The Japanese government will support the research on weight-saving of antenna used for electric transmission in space photovoltaic generation beginning in the next summer. In space photovoltaic generation, a huge solar panel will be installed on an artificial satellite on stationery orbit 36,000 km above the ground. Generated electricity is converted to microwave and transmitted to the ground, and the microwave is converted to power on the ground. In addition to the ability to generate power night and day regardless of weather, space photovoltaic generation does not need large –scale equipment on the ground. The technology will be put into practical use between 2040 and 2050.

In the current technological level, conversion efficiency from electricity to microwave and from microwave to power and transmission of power is very low. It costs more than 1 trillion yen to build facilities for the conversion. To overcome this stalemate, the government plans to reduce the weight of the antenna to less than one hundredth and thickness to about one tenth. At the same time, it wishes to increase the efficiency of the semiconductor used to covert power to electric wave from the present 70% to 80%. It will select companies and research institutes for the project from among the public in this month. It will subsidize about 25 million yen for the three-year project and draw a progress schedule in alliance with Japan Aerospace Exploration Space Agency within this year.  

 Research on space photovoltaic generation is 
advancing steadily.

Thursday, July 31, 2014

No. 848: Japan’s latest weather satellite Himawari 8 is launched in October (July 31, 2014)

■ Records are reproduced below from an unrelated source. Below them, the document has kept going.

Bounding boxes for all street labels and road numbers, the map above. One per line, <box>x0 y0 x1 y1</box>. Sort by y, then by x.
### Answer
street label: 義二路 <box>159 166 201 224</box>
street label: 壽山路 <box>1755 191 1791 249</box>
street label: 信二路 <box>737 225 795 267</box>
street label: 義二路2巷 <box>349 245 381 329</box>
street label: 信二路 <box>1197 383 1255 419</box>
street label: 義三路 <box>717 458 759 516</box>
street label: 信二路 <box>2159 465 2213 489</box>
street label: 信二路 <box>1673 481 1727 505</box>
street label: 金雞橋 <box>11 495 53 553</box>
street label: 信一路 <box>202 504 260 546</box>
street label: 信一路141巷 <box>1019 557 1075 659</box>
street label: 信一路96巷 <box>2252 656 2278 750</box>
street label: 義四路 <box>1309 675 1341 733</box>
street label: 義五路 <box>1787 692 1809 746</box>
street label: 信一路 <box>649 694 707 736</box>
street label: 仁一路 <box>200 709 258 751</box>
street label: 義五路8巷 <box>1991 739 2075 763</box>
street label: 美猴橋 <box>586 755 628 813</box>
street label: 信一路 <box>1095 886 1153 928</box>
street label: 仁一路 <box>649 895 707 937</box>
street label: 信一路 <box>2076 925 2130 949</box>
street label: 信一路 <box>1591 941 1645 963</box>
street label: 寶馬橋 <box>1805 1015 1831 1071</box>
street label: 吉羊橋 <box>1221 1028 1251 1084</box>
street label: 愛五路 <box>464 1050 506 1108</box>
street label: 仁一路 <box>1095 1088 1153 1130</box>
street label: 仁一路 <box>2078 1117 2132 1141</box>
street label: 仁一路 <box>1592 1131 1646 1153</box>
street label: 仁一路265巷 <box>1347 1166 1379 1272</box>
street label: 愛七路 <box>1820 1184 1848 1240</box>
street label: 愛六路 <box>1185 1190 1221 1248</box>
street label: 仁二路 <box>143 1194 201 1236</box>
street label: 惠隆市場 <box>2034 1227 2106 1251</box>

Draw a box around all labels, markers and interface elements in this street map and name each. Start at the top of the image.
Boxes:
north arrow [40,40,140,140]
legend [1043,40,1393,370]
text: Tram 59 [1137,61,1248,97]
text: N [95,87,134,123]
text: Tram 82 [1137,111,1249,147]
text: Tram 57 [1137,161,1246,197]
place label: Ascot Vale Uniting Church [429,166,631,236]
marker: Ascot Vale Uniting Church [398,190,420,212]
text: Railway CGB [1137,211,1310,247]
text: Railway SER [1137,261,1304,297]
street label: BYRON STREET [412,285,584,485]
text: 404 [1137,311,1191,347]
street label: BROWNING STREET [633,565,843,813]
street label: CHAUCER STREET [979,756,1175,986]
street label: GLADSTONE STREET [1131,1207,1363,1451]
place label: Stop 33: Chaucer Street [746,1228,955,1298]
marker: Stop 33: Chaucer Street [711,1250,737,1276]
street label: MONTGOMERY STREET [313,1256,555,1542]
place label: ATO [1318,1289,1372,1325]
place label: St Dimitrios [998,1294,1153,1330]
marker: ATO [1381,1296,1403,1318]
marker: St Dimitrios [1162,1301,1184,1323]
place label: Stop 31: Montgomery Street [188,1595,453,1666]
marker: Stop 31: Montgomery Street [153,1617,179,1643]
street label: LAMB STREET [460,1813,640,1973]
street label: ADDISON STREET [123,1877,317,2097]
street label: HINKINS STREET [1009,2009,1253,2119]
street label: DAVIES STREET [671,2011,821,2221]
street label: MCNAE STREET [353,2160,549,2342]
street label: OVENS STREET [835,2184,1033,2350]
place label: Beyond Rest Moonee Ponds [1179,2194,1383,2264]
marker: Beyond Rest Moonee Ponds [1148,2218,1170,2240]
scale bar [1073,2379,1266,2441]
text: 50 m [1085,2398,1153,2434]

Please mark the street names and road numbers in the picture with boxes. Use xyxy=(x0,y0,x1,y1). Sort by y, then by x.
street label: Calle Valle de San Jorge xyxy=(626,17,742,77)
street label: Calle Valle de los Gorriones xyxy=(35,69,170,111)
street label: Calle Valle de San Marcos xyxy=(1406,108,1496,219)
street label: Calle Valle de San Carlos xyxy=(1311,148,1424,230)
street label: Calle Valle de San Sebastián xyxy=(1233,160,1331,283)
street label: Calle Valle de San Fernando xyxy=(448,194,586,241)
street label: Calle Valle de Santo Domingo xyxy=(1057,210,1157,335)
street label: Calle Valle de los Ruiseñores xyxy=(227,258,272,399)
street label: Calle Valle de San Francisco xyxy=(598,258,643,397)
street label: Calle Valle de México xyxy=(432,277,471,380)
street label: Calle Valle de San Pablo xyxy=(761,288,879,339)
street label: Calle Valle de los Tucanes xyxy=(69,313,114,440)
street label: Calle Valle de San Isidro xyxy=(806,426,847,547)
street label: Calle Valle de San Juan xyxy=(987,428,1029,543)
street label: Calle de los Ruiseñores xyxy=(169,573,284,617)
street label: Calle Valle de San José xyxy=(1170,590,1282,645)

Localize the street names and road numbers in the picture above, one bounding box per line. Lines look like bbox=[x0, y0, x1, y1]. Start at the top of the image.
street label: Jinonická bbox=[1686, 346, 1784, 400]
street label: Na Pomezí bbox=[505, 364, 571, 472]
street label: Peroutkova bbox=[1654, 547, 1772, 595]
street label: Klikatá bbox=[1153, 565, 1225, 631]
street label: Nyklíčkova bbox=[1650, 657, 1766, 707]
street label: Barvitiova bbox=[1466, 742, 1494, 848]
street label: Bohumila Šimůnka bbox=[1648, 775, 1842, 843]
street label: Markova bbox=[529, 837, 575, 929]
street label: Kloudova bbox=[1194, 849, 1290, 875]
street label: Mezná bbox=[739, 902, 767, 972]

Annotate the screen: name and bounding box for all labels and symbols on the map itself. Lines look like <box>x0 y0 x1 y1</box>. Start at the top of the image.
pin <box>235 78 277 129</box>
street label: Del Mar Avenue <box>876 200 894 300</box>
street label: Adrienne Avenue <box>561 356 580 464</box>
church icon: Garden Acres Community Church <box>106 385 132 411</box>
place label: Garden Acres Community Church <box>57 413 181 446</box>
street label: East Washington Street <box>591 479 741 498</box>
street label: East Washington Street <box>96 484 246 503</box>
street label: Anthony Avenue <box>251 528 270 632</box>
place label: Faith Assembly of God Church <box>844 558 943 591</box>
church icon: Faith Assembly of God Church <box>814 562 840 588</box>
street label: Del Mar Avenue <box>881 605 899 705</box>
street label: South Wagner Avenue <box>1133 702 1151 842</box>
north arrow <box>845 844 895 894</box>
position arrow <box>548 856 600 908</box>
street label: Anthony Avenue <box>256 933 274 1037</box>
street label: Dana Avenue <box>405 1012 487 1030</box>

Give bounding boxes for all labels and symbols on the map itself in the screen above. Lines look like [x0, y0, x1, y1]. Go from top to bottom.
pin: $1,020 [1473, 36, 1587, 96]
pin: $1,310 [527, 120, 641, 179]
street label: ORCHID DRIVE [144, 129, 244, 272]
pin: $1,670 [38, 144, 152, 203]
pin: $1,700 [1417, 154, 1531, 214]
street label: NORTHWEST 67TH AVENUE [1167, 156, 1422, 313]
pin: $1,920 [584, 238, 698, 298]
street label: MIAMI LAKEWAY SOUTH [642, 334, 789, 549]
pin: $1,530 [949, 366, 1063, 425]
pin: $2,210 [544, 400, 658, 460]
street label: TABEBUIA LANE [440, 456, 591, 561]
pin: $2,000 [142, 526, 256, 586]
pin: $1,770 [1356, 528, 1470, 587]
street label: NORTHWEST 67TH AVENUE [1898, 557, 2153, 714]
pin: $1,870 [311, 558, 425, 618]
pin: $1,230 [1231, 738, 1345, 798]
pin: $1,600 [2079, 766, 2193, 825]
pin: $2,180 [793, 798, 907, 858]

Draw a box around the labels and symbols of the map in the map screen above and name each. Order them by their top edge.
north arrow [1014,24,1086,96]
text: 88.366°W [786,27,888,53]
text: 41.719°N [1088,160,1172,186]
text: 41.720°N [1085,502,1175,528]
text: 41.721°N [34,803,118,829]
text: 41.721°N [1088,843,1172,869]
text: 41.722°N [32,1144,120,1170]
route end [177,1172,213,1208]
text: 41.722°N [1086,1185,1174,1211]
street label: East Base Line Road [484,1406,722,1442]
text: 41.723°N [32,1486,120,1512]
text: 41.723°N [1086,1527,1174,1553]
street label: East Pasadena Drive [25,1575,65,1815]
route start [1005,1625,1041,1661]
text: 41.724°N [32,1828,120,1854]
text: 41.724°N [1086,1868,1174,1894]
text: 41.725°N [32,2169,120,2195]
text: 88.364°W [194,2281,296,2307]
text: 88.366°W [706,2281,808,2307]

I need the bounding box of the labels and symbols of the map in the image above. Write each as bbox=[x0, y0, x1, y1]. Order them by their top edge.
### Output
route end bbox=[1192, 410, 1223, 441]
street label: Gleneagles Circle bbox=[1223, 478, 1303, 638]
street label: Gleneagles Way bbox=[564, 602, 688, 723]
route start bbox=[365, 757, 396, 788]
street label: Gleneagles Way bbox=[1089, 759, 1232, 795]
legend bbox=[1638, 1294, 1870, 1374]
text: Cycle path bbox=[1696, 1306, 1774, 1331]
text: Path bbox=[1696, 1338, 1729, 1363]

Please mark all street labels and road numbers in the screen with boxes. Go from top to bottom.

Japan Meteorological Agency will launch Japan’s latest weather satellite “Himawari (Sunflower) 8” in October. It will start observation in summer of 2015, succeeding the Himawari 7 now in operation. The Himawari 8 will deliver color photos for the first time in the world as a geostationary weather satellite. Shooting accuracy improved considerably to tell the development of cumulonimbus that brings about guerilla rainstorm. The camera mounted on the Himawari 8 can shoot 500 square meters instead of 1,000 square meters that the camera mounted on the Himawari 7 can shoot.

At the same time, filmed images increase from five kinds to 16 kinds. The color photos will allow high precision observation of yellow sand and volcanic ashes. While the Himawari 7 shoots images every 30 minutes, the Himawari 8 can shoot images in every 10 minutes. In addition, it can shoot every 2 minutes and 30 seconds only in the case that it shoots areas closed to Japan and a typhoon. I will be launched from the Tanegashima Space Center. Exact date of launch will be set shortly.